▼
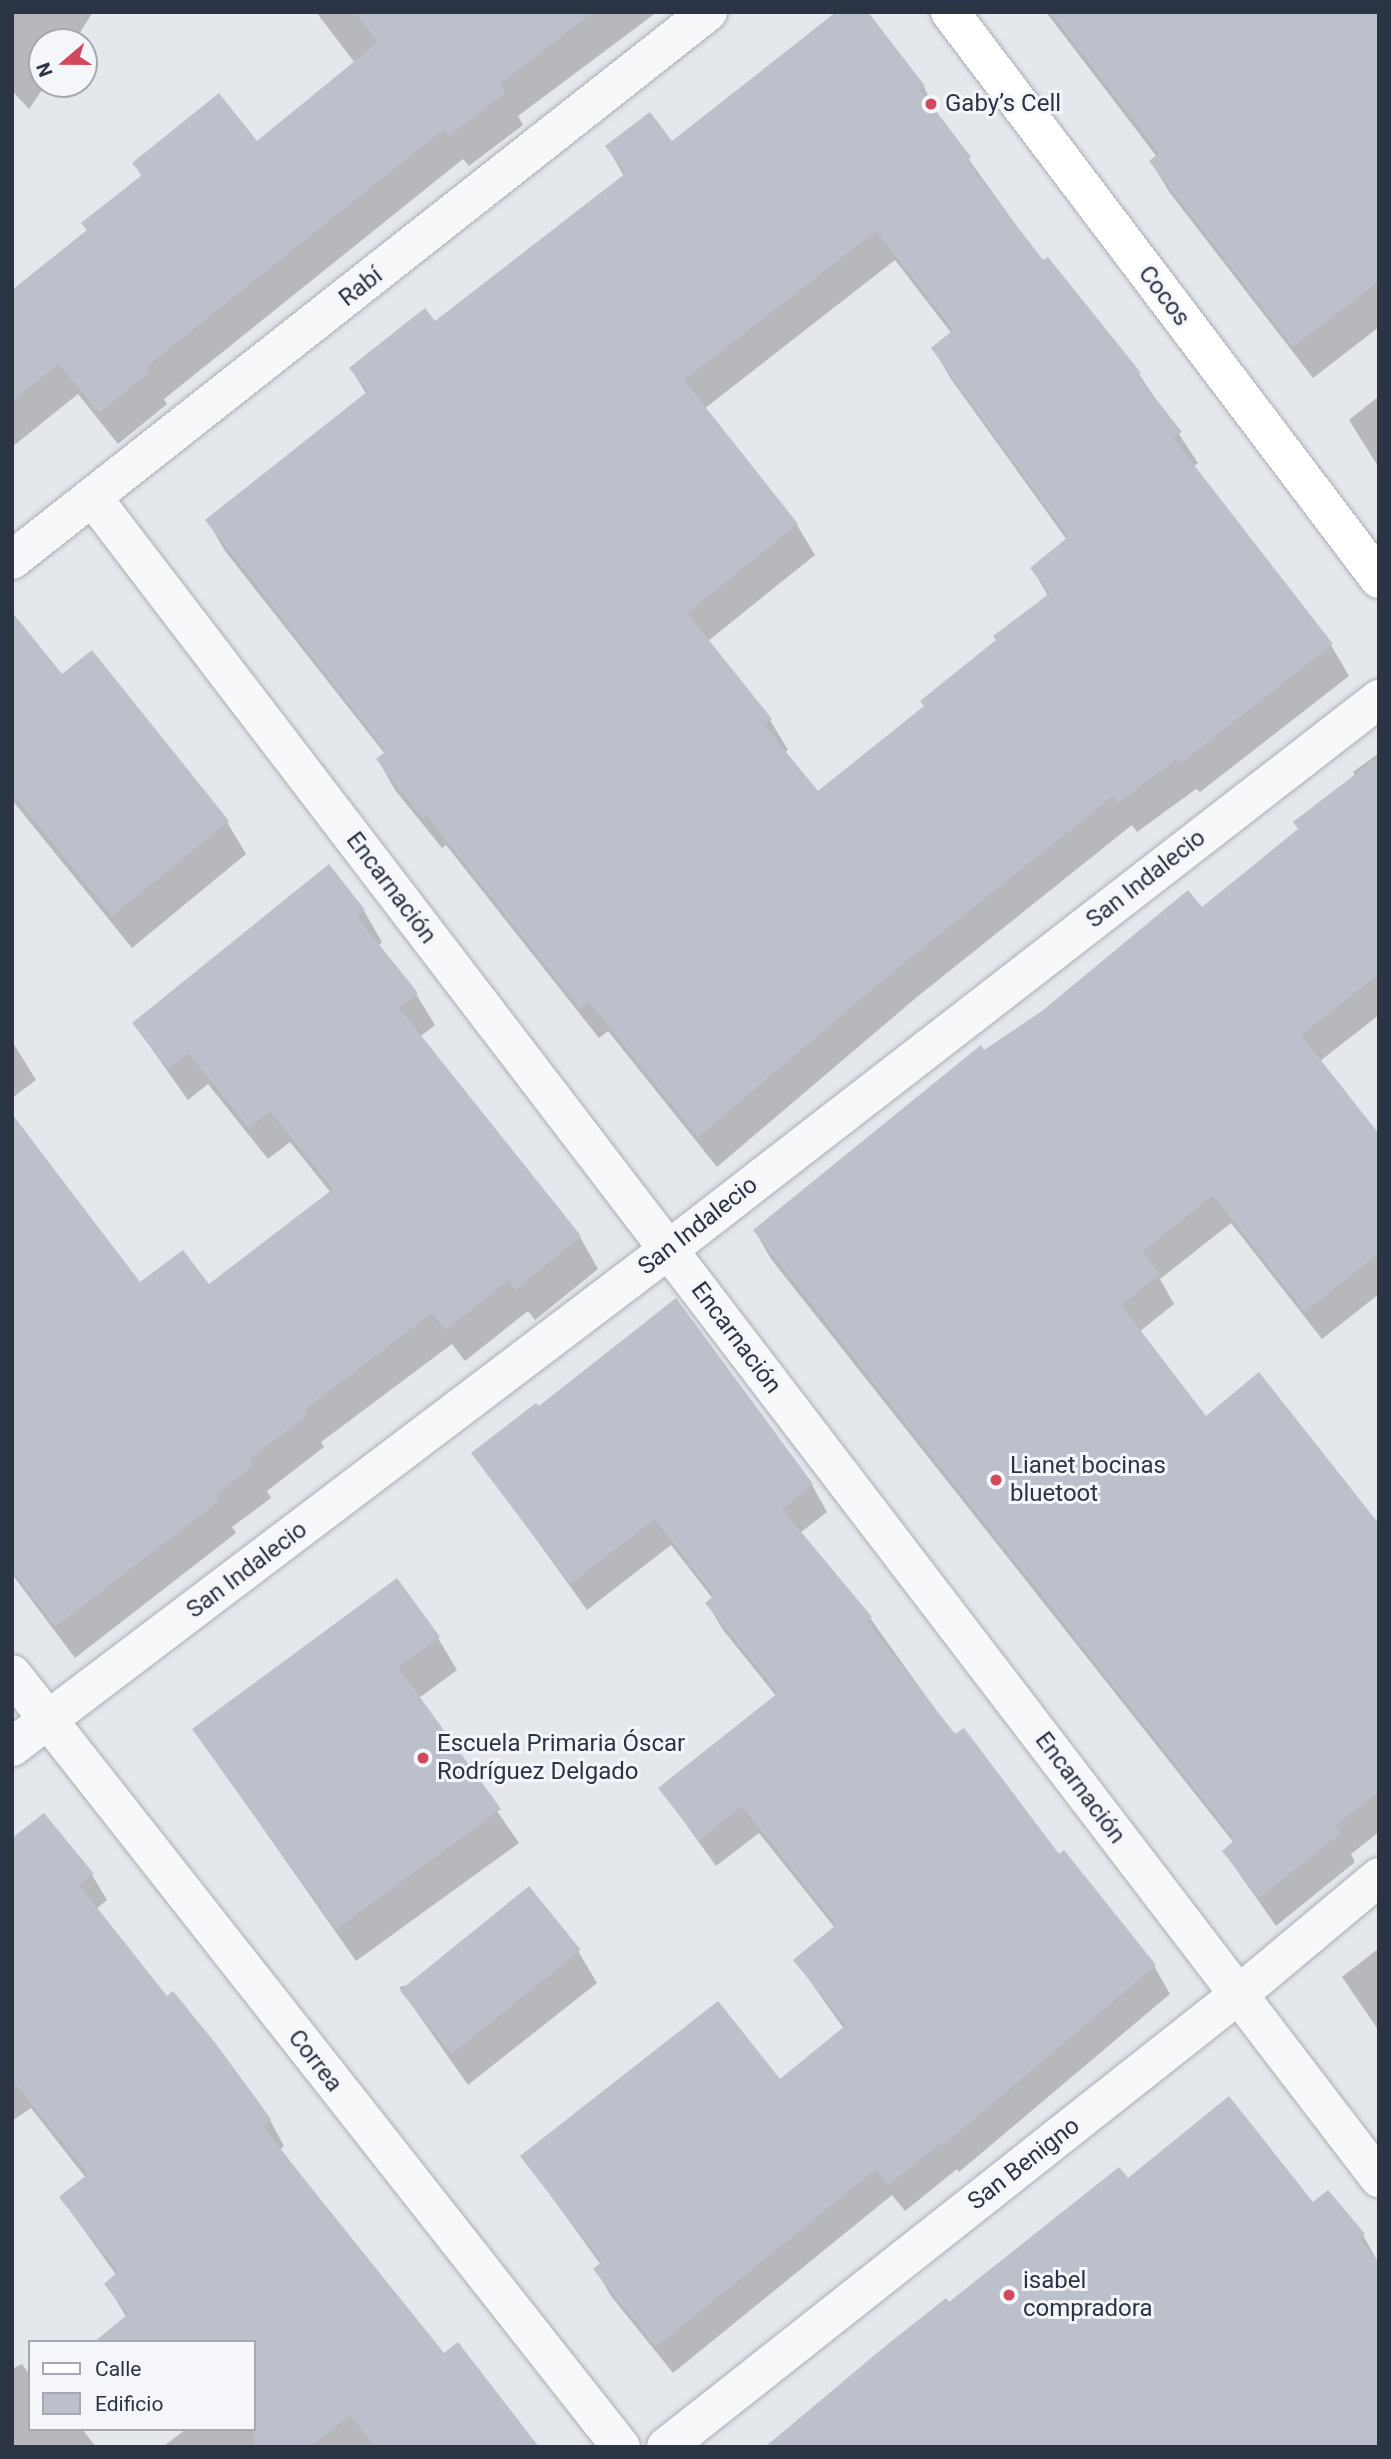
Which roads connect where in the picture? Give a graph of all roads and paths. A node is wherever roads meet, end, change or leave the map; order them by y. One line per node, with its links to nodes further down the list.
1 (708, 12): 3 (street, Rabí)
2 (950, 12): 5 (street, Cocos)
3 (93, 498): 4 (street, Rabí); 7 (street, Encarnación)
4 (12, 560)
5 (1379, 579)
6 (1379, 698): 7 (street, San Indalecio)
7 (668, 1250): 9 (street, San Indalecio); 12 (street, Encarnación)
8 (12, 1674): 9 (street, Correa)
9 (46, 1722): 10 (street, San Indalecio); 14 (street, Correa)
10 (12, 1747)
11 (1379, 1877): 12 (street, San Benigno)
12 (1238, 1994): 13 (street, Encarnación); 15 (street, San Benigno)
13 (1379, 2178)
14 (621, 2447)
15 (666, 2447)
▲
▼
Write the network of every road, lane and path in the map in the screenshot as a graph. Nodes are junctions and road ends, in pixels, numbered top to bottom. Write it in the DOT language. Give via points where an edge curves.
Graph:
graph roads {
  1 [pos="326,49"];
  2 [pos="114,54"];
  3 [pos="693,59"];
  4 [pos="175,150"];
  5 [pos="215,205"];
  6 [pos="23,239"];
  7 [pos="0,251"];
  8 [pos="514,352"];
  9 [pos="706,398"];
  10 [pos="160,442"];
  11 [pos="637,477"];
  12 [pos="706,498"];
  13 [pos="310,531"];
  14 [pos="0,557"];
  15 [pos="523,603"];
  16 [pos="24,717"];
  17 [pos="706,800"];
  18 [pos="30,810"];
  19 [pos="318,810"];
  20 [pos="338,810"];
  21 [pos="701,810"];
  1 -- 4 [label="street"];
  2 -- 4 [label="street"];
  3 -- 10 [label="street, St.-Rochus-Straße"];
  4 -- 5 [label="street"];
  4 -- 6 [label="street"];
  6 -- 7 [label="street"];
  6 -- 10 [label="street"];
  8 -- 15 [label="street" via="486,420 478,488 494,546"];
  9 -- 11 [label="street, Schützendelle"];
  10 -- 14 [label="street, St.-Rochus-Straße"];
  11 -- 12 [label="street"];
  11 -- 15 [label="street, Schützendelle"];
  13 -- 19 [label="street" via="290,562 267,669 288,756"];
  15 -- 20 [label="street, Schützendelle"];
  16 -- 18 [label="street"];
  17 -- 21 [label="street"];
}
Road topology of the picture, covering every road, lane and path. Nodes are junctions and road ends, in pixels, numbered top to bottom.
▲
▼
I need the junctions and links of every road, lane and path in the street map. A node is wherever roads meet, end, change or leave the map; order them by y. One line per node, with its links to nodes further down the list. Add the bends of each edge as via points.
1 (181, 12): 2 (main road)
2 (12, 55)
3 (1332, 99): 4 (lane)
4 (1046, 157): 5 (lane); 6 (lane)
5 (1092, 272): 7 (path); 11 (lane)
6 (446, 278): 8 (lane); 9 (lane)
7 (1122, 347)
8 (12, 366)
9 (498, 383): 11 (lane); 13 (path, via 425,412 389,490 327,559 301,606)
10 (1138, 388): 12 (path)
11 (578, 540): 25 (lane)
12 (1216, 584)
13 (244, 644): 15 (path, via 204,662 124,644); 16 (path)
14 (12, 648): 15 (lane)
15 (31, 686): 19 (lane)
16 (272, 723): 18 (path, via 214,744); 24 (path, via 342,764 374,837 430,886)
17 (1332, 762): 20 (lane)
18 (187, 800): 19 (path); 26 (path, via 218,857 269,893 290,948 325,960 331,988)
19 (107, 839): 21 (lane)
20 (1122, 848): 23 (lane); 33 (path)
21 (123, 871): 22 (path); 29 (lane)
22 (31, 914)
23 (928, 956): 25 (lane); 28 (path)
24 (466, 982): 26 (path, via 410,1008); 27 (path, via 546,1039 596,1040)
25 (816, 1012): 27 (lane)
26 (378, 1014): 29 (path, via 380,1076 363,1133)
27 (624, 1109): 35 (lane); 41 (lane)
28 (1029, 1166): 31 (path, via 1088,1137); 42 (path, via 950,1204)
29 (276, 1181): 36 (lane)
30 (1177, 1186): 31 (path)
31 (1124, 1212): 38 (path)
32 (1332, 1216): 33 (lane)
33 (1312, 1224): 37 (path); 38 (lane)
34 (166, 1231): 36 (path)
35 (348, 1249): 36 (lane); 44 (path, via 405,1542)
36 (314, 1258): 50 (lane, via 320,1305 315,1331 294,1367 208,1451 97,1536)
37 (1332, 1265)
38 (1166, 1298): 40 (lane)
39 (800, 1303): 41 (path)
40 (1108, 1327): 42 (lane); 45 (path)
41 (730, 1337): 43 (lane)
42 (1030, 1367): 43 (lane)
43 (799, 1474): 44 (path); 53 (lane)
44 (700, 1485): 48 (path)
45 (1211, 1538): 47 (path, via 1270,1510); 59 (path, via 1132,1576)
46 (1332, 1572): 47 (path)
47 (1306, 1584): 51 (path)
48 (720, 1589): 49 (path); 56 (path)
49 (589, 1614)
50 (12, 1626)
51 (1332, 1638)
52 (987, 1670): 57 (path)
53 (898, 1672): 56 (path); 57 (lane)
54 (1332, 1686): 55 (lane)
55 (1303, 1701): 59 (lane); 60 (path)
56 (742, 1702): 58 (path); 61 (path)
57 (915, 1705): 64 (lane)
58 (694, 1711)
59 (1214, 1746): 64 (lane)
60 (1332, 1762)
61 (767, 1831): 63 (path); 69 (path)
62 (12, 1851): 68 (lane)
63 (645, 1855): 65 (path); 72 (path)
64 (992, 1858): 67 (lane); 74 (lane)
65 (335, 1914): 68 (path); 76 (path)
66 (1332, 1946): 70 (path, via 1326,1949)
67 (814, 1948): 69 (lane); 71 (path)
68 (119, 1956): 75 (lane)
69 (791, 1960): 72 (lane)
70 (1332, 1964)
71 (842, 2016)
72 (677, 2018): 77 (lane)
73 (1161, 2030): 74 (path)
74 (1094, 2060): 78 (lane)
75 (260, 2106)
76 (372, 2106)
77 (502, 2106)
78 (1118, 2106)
▲
▸ WORK ITEM
Starting at the line with "Write the network" and ending at the line with "Road topology of", print each line of the listing above exactly, with no other lines.

▸ SOLUTION FOR THIS PROBLEM
Write the network of every road, lane and path in the map in the screenshot as a graph. Nodes are junctions and road ends, in pixels, numbered top to bottom. Write it in the DOT language. Give via points where an edge curves.
Graph:
graph roads {
  1 [pos="326,49"];
  2 [pos="114,54"];
  3 [pos="693,59"];
  4 [pos="175,150"];
  5 [pos="215,205"];
  6 [pos="23,239"];
  7 [pos="0,251"];
  8 [pos="514,352"];
  9 [pos="706,398"];
  10 [pos="160,442"];
  11 [pos="637,477"];
  12 [pos="706,498"];
  13 [pos="310,531"];
  14 [pos="0,557"];
  15 [pos="523,603"];
  16 [pos="24,717"];
  17 [pos="706,800"];
  18 [pos="30,810"];
  19 [pos="318,810"];
  20 [pos="338,810"];
  21 [pos="701,810"];
  1 -- 4 [label="street"];
  2 -- 4 [label="street"];
  3 -- 10 [label="street, St.-Rochus-Straße"];
  4 -- 5 [label="street"];
  4 -- 6 [label="street"];
  6 -- 7 [label="street"];
  6 -- 10 [label="street"];
  8 -- 15 [label="street" via="486,420 478,488 494,546"];
  9 -- 11 [label="street, Schützendelle"];
  10 -- 14 [label="street, St.-Rochus-Straße"];
  11 -- 12 [label="street"];
  11 -- 15 [label="street, Schützendelle"];
  13 -- 19 [label="street" via="290,562 267,669 288,756"];
  15 -- 20 [label="street, Schützendelle"];
  16 -- 18 [label="street"];
  17 -- 21 [label="street"];
}
Road topology of the picture, covering every road, lane and path. Nodes are junctions and road ends, in pixels, numbered top to bottom.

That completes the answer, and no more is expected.